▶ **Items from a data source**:
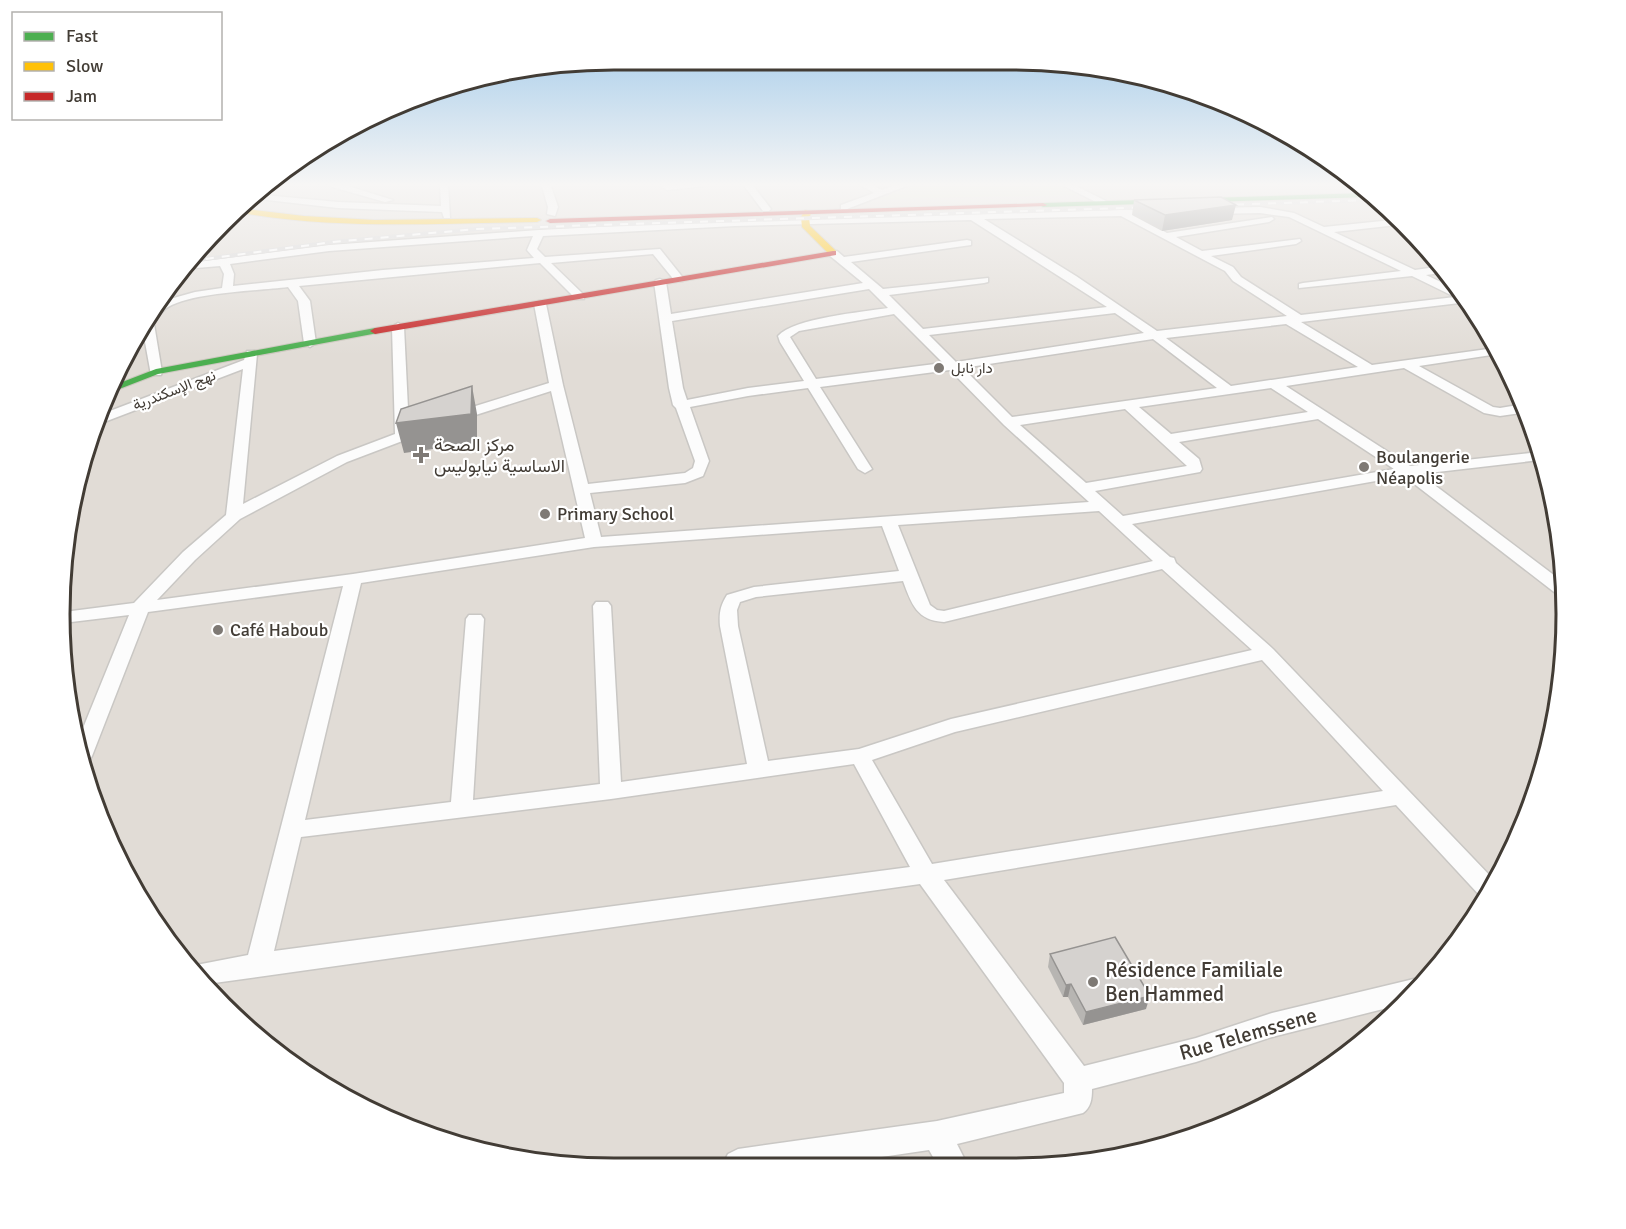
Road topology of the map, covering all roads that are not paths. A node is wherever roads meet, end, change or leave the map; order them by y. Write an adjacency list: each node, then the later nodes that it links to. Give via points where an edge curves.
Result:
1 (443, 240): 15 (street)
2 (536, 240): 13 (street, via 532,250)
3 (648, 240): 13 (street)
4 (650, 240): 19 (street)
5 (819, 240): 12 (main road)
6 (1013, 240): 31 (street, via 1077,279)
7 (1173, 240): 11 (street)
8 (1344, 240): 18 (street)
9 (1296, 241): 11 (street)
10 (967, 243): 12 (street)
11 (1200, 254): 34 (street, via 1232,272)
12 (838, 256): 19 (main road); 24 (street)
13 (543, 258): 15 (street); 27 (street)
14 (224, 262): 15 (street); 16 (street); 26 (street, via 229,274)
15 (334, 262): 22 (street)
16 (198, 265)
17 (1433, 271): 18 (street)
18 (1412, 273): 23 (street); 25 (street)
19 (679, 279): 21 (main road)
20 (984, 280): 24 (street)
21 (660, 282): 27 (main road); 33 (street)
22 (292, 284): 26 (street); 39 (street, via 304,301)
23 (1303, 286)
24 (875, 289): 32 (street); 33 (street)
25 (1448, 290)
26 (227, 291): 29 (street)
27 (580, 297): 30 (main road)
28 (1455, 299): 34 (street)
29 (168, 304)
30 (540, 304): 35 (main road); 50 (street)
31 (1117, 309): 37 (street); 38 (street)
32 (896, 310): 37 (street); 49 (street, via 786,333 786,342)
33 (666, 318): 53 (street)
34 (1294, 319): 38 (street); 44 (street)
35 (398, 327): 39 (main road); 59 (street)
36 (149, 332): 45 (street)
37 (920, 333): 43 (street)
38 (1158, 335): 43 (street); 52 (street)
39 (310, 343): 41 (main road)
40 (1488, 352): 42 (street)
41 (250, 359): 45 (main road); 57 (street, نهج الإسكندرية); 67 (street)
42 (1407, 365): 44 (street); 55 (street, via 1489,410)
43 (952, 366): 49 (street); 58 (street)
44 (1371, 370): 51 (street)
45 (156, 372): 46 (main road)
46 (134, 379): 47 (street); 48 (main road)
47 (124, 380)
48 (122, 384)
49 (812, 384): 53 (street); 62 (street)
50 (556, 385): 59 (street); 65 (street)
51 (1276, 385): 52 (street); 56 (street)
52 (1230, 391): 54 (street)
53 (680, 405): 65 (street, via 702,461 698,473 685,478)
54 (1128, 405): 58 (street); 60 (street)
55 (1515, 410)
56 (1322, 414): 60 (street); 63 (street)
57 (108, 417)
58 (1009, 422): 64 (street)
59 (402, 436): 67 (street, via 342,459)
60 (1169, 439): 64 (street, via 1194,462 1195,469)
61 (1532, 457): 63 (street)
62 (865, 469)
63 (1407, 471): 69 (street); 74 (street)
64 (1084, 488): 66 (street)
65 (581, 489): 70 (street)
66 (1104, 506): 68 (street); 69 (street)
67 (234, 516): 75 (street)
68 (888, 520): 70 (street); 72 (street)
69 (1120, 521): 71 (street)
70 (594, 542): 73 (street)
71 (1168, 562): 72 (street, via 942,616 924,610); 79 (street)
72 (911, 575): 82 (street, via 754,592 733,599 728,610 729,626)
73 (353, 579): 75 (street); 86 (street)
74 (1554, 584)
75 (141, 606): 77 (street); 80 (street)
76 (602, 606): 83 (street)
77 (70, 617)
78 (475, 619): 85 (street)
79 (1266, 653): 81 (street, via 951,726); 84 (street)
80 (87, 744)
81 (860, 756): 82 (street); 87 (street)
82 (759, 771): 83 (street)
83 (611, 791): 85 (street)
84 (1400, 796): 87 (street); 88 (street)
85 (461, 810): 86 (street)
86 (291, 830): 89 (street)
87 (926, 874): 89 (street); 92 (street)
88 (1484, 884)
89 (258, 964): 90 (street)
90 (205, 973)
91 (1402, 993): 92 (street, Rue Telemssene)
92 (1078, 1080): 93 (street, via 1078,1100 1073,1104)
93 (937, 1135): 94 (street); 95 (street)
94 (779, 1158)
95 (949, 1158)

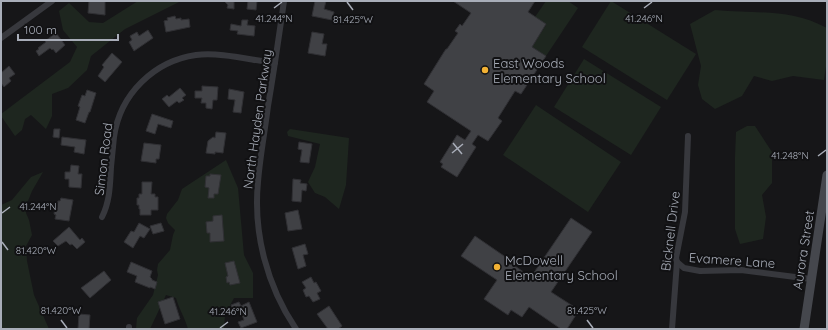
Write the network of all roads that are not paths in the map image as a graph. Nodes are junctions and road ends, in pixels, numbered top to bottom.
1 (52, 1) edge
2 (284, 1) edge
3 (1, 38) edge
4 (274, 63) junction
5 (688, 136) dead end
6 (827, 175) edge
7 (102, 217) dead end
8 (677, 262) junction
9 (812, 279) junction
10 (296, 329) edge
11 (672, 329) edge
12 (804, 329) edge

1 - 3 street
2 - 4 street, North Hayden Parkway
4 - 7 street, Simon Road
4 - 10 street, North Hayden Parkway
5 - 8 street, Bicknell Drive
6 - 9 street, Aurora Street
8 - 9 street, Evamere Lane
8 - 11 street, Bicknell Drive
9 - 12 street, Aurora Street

▶ **What the task requires**: An exact copy of the entries above, with no pictures, is the required answer.

▶ **Solution to this problem**:
Road topology of the map, covering all roads that are not paths. A node is wherever roads meet, end, change or leave the map; order them by y. Write an adjacency list: each node, then the later nodes that it links to. Give via points where an edge curves.
Result:
1 (443, 240): 15 (street)
2 (536, 240): 13 (street, via 532,250)
3 (648, 240): 13 (street)
4 (650, 240): 19 (street)
5 (819, 240): 12 (main road)
6 (1013, 240): 31 (street, via 1077,279)
7 (1173, 240): 11 (street)
8 (1344, 240): 18 (street)
9 (1296, 241): 11 (street)
10 (967, 243): 12 (street)
11 (1200, 254): 34 (street, via 1232,272)
12 (838, 256): 19 (main road); 24 (street)
13 (543, 258): 15 (street); 27 (street)
14 (224, 262): 15 (street); 16 (street); 26 (street, via 229,274)
15 (334, 262): 22 (street)
16 (198, 265)
17 (1433, 271): 18 (street)
18 (1412, 273): 23 (street); 25 (street)
19 (679, 279): 21 (main road)
20 (984, 280): 24 (street)
21 (660, 282): 27 (main road); 33 (street)
22 (292, 284): 26 (street); 39 (street, via 304,301)
23 (1303, 286)
24 (875, 289): 32 (street); 33 (street)
25 (1448, 290)
26 (227, 291): 29 (street)
27 (580, 297): 30 (main road)
28 (1455, 299): 34 (street)
29 (168, 304)
30 (540, 304): 35 (main road); 50 (street)
31 (1117, 309): 37 (street); 38 (street)
32 (896, 310): 37 (street); 49 (street, via 786,333 786,342)
33 (666, 318): 53 (street)
34 (1294, 319): 38 (street); 44 (street)
35 (398, 327): 39 (main road); 59 (street)
36 (149, 332): 45 (street)
37 (920, 333): 43 (street)
38 (1158, 335): 43 (street); 52 (street)
39 (310, 343): 41 (main road)
40 (1488, 352): 42 (street)
41 (250, 359): 45 (main road); 57 (street, نهج الإسكندرية); 67 (street)
42 (1407, 365): 44 (street); 55 (street, via 1489,410)
43 (952, 366): 49 (street); 58 (street)
44 (1371, 370): 51 (street)
45 (156, 372): 46 (main road)
46 (134, 379): 47 (street); 48 (main road)
47 (124, 380)
48 (122, 384)
49 (812, 384): 53 (street); 62 (street)
50 (556, 385): 59 (street); 65 (street)
51 (1276, 385): 52 (street); 56 (street)
52 (1230, 391): 54 (street)
53 (680, 405): 65 (street, via 702,461 698,473 685,478)
54 (1128, 405): 58 (street); 60 (street)
55 (1515, 410)
56 (1322, 414): 60 (street); 63 (street)
57 (108, 417)
58 (1009, 422): 64 (street)
59 (402, 436): 67 (street, via 342,459)
60 (1169, 439): 64 (street, via 1194,462 1195,469)
61 (1532, 457): 63 (street)
62 (865, 469)
63 (1407, 471): 69 (street); 74 (street)
64 (1084, 488): 66 (street)
65 (581, 489): 70 (street)
66 (1104, 506): 68 (street); 69 (street)
67 (234, 516): 75 (street)
68 (888, 520): 70 (street); 72 (street)
69 (1120, 521): 71 (street)
70 (594, 542): 73 (street)
71 (1168, 562): 72 (street, via 942,616 924,610); 79 (street)
72 (911, 575): 82 (street, via 754,592 733,599 728,610 729,626)
73 (353, 579): 75 (street); 86 (street)
74 (1554, 584)
75 (141, 606): 77 (street); 80 (street)
76 (602, 606): 83 (street)
77 (70, 617)
78 (475, 619): 85 (street)
79 (1266, 653): 81 (street, via 951,726); 84 (street)
80 (87, 744)
81 (860, 756): 82 (street); 87 (street)
82 (759, 771): 83 (street)
83 (611, 791): 85 (street)
84 (1400, 796): 87 (street); 88 (street)
85 (461, 810): 86 (street)
86 (291, 830): 89 (street)
87 (926, 874): 89 (street); 92 (street)
88 (1484, 884)
89 (258, 964): 90 (street)
90 (205, 973)
91 (1402, 993): 92 (street, Rue Telemssene)
92 (1078, 1080): 93 (street, via 1078,1100 1073,1104)
93 (937, 1135): 94 (street); 95 (street)
94 (779, 1158)
95 (949, 1158)

Write the network of all roads that are not paths in the map image as a graph. Nodes are junctions and road ends, in pixels, numbered top to bottom.
1 (52, 1) edge
2 (284, 1) edge
3 (1, 38) edge
4 (274, 63) junction
5 (688, 136) dead end
6 (827, 175) edge
7 (102, 217) dead end
8 (677, 262) junction
9 (812, 279) junction
10 (296, 329) edge
11 (672, 329) edge
12 (804, 329) edge

1 - 3 street
2 - 4 street, North Hayden Parkway
4 - 7 street, Simon Road
4 - 10 street, North Hayden Parkway
5 - 8 street, Bicknell Drive
6 - 9 street, Aurora Street
8 - 9 street, Evamere Lane
8 - 11 street, Bicknell Drive
9 - 12 street, Aurora Street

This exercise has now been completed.